**THE DATA**.

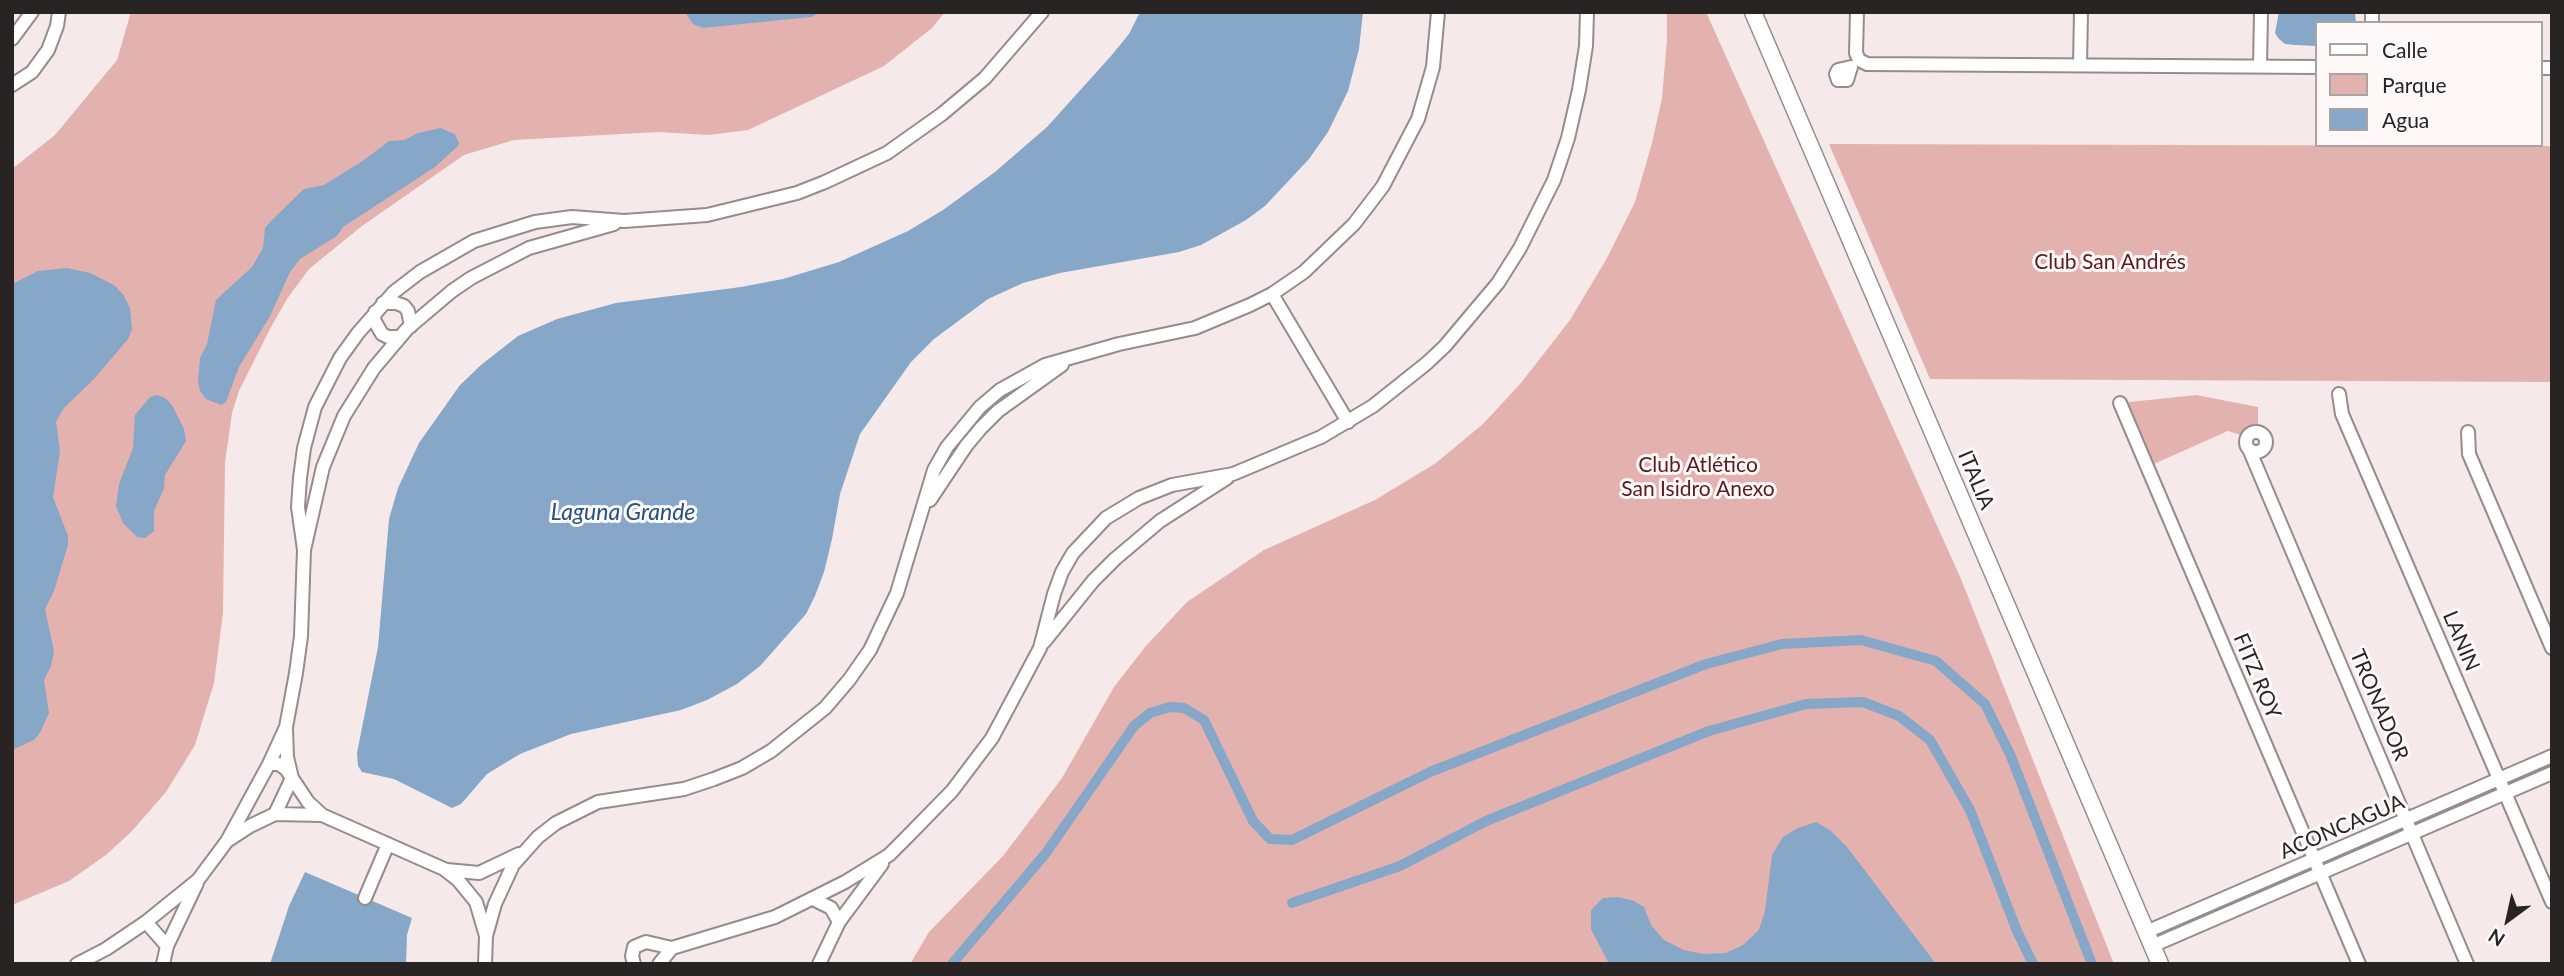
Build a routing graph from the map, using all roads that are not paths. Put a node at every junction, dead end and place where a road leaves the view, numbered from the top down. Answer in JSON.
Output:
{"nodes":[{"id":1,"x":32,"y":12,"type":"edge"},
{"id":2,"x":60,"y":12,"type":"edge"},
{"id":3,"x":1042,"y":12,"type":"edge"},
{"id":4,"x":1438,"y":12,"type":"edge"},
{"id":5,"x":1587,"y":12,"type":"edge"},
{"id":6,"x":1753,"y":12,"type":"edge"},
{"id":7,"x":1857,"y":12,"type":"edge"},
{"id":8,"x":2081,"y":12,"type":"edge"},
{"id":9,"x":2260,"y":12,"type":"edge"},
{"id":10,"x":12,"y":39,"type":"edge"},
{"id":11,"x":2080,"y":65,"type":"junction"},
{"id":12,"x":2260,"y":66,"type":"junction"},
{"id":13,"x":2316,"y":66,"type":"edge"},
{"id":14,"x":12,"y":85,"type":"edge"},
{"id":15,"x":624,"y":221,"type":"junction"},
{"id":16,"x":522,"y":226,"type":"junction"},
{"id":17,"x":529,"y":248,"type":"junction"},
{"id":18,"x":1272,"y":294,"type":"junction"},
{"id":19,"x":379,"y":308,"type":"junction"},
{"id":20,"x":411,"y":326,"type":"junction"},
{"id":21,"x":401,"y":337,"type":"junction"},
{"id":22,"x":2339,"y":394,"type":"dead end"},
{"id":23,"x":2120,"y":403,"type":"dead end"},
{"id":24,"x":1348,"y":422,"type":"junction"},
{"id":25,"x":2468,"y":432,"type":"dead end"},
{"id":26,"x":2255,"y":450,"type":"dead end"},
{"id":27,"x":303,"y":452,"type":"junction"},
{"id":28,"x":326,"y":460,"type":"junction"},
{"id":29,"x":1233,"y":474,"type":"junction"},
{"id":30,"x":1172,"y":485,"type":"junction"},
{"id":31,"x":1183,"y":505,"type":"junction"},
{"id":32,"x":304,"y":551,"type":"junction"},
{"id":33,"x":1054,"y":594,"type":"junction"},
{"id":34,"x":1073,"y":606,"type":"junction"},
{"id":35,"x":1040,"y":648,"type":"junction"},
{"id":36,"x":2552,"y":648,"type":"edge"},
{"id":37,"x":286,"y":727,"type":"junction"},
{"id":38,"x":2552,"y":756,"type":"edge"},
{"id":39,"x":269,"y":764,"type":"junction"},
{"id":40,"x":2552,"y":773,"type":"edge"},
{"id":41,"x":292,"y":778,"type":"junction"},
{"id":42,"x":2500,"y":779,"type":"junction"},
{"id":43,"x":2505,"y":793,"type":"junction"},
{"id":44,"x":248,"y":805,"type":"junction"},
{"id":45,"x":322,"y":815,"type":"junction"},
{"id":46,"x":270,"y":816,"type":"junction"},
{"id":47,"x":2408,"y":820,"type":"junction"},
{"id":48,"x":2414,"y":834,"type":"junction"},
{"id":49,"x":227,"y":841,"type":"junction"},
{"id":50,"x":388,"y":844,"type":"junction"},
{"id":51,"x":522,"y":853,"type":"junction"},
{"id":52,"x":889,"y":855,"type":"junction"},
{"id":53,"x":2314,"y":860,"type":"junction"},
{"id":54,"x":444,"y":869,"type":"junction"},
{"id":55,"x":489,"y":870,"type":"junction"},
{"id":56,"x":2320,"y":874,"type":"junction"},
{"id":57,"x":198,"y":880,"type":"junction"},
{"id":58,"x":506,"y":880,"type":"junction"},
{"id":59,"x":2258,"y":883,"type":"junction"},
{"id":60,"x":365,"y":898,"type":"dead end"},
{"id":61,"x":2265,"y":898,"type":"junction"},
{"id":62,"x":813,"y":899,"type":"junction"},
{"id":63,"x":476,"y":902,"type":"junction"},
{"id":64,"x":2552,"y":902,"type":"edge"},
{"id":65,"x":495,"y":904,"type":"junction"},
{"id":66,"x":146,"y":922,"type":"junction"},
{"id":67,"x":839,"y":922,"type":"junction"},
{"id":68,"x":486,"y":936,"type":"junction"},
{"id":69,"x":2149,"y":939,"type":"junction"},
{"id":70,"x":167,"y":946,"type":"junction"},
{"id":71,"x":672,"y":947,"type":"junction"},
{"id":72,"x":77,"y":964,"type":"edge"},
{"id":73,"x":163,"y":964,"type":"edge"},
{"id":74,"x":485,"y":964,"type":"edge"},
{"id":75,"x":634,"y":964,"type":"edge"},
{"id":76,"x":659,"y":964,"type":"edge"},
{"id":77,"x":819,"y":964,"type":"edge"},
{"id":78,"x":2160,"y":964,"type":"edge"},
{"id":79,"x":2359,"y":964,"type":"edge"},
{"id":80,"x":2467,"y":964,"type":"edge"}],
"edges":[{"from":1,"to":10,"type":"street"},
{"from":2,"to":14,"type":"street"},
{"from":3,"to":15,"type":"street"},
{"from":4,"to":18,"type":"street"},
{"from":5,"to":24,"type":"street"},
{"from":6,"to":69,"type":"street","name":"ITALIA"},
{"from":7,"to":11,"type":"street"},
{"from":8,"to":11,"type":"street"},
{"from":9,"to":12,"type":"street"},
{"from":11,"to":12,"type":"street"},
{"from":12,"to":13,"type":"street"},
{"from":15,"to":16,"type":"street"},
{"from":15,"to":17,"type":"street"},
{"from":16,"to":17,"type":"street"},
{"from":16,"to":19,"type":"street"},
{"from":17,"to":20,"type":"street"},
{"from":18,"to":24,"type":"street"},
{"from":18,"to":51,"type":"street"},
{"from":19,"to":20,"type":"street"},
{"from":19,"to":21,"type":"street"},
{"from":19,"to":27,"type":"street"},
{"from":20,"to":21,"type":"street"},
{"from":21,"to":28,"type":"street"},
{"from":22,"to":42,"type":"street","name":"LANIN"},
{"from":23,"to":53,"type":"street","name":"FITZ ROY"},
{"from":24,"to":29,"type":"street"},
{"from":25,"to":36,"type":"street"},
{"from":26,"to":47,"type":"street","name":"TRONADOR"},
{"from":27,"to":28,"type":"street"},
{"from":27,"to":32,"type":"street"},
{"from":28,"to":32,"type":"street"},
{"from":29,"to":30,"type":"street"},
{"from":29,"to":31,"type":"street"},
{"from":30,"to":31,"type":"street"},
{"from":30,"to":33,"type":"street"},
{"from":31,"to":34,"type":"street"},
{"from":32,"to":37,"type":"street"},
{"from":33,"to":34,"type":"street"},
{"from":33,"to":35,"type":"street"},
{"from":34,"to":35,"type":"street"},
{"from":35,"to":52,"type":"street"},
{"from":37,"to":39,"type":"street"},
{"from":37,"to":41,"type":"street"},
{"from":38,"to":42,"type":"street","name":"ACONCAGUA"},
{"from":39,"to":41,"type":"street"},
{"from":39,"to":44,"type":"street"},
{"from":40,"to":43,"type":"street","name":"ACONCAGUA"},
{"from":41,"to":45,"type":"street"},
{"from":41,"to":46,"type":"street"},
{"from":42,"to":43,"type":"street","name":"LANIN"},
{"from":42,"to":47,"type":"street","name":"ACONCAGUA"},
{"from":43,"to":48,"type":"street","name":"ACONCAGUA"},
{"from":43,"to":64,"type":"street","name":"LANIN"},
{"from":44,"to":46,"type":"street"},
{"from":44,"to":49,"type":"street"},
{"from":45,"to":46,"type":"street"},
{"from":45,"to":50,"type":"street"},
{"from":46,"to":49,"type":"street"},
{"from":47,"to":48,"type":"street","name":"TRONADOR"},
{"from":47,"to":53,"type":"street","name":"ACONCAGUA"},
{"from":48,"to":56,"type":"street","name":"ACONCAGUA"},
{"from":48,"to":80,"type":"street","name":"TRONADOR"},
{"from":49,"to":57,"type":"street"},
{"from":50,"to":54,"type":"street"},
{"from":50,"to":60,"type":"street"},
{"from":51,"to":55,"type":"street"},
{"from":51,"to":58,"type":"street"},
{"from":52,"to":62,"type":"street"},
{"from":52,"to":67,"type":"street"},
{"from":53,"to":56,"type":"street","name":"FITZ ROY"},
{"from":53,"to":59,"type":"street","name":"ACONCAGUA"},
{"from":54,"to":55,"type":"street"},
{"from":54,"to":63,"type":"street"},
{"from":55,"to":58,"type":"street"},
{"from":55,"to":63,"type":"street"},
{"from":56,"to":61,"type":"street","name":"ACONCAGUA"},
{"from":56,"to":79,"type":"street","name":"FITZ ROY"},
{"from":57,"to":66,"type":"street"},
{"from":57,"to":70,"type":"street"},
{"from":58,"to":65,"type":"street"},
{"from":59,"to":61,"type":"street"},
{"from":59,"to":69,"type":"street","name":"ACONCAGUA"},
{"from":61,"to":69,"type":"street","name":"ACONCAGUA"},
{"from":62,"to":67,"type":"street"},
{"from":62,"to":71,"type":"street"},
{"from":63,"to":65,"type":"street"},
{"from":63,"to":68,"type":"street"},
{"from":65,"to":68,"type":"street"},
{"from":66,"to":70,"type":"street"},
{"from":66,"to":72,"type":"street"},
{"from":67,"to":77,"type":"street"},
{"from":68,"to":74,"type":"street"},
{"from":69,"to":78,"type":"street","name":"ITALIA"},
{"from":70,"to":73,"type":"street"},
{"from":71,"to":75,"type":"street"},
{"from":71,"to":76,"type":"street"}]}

**WHAT IS REQUIRED**. Pull every line containing "TRONADOR" out of the material and copy it.

**ANSWER TO THE PROBLEM**.
{"from":26,"to":47,"type":"street","name":"TRONADOR"},
{"from":47,"to":48,"type":"street","name":"TRONADOR"},
{"from":48,"to":80,"type":"street","name":"TRONADOR"},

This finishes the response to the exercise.